In meinem Pyjama mit Minnie-Mouse und Pluto war ich nicht unbedingt im autoritären Outfit. ZU HAUSE BEBTEN DIE WÄNDE WIEDER.

Ich schaue in Innocents Schlafzimmer – Schnarchzimmer würde es besser treffen. Er liegt nach fünf zischenden Bierchen in den Kissen. Und rüsselt wild.

OH GLÜCKLICH ALLE DIE, WELCHE DAS OHR ABSTELLEN KÖNNEN!

Im Bett nehm ich wieder Rilke zur Hand. Diesmal die Ode: «Wenns im Zimmer dunkel ist…»

Ist es aber nicht – der Mond lacht mir voll ins Gesicht.

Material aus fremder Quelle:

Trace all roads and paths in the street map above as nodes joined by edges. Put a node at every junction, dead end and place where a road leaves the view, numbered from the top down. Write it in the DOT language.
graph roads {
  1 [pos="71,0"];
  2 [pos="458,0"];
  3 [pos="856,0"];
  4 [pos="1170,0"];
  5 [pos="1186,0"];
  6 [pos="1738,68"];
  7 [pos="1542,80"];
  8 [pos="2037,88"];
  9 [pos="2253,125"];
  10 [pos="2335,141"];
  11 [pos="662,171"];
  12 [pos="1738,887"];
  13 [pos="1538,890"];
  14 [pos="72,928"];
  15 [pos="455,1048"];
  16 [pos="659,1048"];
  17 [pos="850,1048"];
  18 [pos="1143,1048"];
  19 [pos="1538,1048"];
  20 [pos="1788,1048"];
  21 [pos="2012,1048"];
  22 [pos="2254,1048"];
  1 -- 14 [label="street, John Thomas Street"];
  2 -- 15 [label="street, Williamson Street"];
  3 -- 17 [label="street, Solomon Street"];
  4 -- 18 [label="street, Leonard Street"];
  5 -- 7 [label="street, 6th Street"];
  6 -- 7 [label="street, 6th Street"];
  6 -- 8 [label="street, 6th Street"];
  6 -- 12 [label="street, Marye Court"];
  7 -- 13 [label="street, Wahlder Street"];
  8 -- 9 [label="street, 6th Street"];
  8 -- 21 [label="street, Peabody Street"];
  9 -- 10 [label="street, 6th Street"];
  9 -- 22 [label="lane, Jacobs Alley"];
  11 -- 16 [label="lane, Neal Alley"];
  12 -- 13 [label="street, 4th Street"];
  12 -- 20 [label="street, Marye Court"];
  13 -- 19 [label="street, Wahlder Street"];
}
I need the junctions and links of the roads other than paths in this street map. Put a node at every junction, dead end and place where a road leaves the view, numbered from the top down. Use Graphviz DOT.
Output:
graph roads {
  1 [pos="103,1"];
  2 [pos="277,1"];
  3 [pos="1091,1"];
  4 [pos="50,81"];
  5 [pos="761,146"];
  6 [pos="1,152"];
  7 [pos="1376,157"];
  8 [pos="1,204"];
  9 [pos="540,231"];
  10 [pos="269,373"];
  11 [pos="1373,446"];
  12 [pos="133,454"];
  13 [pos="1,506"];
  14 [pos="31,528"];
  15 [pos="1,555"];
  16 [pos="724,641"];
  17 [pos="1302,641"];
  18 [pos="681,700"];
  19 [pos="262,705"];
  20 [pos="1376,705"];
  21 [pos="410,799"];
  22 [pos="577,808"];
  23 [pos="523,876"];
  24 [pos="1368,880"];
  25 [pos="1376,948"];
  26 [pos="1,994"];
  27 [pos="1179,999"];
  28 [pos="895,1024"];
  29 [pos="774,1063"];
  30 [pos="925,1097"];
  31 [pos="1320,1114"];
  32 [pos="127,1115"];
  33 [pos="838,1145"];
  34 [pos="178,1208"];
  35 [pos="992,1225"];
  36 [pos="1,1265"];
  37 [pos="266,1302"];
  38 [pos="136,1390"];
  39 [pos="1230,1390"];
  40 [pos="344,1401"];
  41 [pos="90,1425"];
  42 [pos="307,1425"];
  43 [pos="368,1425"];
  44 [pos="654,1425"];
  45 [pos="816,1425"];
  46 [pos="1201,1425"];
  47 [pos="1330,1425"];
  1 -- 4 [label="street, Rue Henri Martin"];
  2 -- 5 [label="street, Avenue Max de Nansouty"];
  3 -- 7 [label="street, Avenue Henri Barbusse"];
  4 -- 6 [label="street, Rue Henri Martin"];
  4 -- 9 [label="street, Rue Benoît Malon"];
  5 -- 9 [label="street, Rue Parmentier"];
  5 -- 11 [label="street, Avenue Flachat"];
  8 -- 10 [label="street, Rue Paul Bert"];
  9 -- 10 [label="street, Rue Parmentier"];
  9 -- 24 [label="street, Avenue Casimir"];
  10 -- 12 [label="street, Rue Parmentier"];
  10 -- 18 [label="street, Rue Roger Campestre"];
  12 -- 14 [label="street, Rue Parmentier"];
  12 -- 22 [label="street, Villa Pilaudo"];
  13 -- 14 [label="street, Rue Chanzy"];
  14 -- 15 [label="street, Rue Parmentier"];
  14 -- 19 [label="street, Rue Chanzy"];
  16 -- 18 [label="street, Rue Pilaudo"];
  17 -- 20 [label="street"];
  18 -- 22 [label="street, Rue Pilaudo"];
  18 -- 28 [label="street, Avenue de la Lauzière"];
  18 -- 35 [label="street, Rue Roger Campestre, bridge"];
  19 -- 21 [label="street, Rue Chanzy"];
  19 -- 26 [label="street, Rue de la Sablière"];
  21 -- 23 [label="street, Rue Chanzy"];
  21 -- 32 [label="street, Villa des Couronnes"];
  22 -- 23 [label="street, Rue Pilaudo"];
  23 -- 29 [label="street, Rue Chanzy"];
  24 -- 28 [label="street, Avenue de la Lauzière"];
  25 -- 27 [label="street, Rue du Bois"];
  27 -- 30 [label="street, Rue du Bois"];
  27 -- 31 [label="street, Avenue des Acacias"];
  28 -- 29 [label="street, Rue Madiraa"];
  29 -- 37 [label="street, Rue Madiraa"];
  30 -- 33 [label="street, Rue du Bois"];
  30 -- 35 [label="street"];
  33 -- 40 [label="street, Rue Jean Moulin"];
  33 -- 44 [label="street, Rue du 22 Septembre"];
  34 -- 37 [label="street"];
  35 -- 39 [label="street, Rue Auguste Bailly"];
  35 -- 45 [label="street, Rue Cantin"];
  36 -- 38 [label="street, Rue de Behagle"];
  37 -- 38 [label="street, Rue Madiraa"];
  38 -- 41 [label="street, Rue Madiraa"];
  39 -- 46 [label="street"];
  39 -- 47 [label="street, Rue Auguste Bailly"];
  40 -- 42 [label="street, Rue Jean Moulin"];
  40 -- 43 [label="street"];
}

Und so bringt auch der Grossmeister keinen Schlaf. Erst um sechs Uhr morgens, als die Bande mit der Band abzog, legt sich wieder die göttliche Ruhe über die Insel.

Von weit, weit her hört man noch das «wuuup… wuuup… wuuup» des Käuzchens.

Es ist allerdings kein Käuzchen: vielmehr der Tiefkühler, der Alarm gibt. Das merken wir allerdings erst, als die Wildsau bereits aufgetaut vor sich hintränt…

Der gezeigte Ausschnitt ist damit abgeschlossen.